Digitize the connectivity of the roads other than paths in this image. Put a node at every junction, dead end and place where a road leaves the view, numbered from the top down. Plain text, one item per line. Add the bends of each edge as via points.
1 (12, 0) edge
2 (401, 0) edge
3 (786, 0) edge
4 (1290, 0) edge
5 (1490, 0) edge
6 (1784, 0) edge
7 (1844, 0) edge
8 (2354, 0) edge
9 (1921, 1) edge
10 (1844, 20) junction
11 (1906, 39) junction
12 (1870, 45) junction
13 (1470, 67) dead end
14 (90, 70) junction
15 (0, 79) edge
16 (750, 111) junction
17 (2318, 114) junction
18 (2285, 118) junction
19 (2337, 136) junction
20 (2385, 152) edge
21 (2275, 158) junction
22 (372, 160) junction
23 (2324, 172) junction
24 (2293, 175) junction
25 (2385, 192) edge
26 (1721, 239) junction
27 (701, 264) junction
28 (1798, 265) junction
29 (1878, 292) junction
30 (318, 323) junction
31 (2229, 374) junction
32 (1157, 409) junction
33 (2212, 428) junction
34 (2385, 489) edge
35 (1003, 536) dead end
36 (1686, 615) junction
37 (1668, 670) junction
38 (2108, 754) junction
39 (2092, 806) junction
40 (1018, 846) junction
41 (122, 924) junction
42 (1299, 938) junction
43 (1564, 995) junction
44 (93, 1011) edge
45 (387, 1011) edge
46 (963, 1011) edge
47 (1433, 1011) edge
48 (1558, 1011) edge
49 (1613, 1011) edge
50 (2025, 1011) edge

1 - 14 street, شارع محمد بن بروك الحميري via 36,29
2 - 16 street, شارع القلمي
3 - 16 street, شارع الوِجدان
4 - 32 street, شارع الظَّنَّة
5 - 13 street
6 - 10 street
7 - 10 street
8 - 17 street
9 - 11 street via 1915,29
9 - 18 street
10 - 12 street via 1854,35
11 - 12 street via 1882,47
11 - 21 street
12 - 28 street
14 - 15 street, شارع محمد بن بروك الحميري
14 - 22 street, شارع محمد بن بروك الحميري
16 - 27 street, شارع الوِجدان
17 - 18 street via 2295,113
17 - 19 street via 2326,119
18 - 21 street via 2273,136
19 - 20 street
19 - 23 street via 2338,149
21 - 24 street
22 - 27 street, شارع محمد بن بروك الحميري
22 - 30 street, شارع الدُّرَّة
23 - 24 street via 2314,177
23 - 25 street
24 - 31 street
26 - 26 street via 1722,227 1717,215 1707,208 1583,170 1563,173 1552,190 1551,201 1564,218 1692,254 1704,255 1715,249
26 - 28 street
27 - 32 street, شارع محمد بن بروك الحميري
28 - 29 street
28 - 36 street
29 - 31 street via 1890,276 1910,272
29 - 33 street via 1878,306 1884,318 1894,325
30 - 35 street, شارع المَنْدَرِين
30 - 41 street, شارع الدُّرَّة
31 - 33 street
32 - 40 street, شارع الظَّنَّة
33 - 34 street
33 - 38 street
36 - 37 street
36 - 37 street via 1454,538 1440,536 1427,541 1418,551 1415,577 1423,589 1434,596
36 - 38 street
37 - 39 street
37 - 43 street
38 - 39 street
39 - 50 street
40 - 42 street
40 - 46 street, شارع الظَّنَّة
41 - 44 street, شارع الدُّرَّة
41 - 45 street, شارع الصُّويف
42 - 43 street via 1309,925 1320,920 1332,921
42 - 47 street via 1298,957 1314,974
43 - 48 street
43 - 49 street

━━━━

- EXERCISE:
Your task is to retype the complete material exactly as it was given.

- SOLVED EXERCISE:
Digitize the connectivity of the roads other than paths in this image. Put a node at every junction, dead end and place where a road leaves the view, numbered from the top down. Plain text, one item per line. Add the bends of each edge as via points.
1 (12, 0) edge
2 (401, 0) edge
3 (786, 0) edge
4 (1290, 0) edge
5 (1490, 0) edge
6 (1784, 0) edge
7 (1844, 0) edge
8 (2354, 0) edge
9 (1921, 1) edge
10 (1844, 20) junction
11 (1906, 39) junction
12 (1870, 45) junction
13 (1470, 67) dead end
14 (90, 70) junction
15 (0, 79) edge
16 (750, 111) junction
17 (2318, 114) junction
18 (2285, 118) junction
19 (2337, 136) junction
20 (2385, 152) edge
21 (2275, 158) junction
22 (372, 160) junction
23 (2324, 172) junction
24 (2293, 175) junction
25 (2385, 192) edge
26 (1721, 239) junction
27 (701, 264) junction
28 (1798, 265) junction
29 (1878, 292) junction
30 (318, 323) junction
31 (2229, 374) junction
32 (1157, 409) junction
33 (2212, 428) junction
34 (2385, 489) edge
35 (1003, 536) dead end
36 (1686, 615) junction
37 (1668, 670) junction
38 (2108, 754) junction
39 (2092, 806) junction
40 (1018, 846) junction
41 (122, 924) junction
42 (1299, 938) junction
43 (1564, 995) junction
44 (93, 1011) edge
45 (387, 1011) edge
46 (963, 1011) edge
47 (1433, 1011) edge
48 (1558, 1011) edge
49 (1613, 1011) edge
50 (2025, 1011) edge

1 - 14 street, شارع محمد بن بروك الحميري via 36,29
2 - 16 street, شارع القلمي
3 - 16 street, شارع الوِجدان
4 - 32 street, شارع الظَّنَّة
5 - 13 street
6 - 10 street
7 - 10 street
8 - 17 street
9 - 11 street via 1915,29
9 - 18 street
10 - 12 street via 1854,35
11 - 12 street via 1882,47
11 - 21 street
12 - 28 street
14 - 15 street, شارع محمد بن بروك الحميري
14 - 22 street, شارع محمد بن بروك الحميري
16 - 27 street, شارع الوِجدان
17 - 18 street via 2295,113
17 - 19 street via 2326,119
18 - 21 street via 2273,136
19 - 20 street
19 - 23 street via 2338,149
21 - 24 street
22 - 27 street, شارع محمد بن بروك الحميري
22 - 30 street, شارع الدُّرَّة
23 - 24 street via 2314,177
23 - 25 street
24 - 31 street
26 - 26 street via 1722,227 1717,215 1707,208 1583,170 1563,173 1552,190 1551,201 1564,218 1692,254 1704,255 1715,249
26 - 28 street
27 - 32 street, شارع محمد بن بروك الحميري
28 - 29 street
28 - 36 street
29 - 31 street via 1890,276 1910,272
29 - 33 street via 1878,306 1884,318 1894,325
30 - 35 street, شارع المَنْدَرِين
30 - 41 street, شارع الدُّرَّة
31 - 33 street
32 - 40 street, شارع الظَّنَّة
33 - 34 street
33 - 38 street
36 - 37 street
36 - 37 street via 1454,538 1440,536 1427,541 1418,551 1415,577 1423,589 1434,596
36 - 38 street
37 - 39 street
37 - 43 street
38 - 39 street
39 - 50 street
40 - 42 street
40 - 46 street, شارع الظَّنَّة
41 - 44 street, شارع الدُّرَّة
41 - 45 street, شارع الصُّويف
42 - 43 street via 1309,925 1320,920 1332,921
42 - 47 street via 1298,957 1314,974
43 - 48 street
43 - 49 street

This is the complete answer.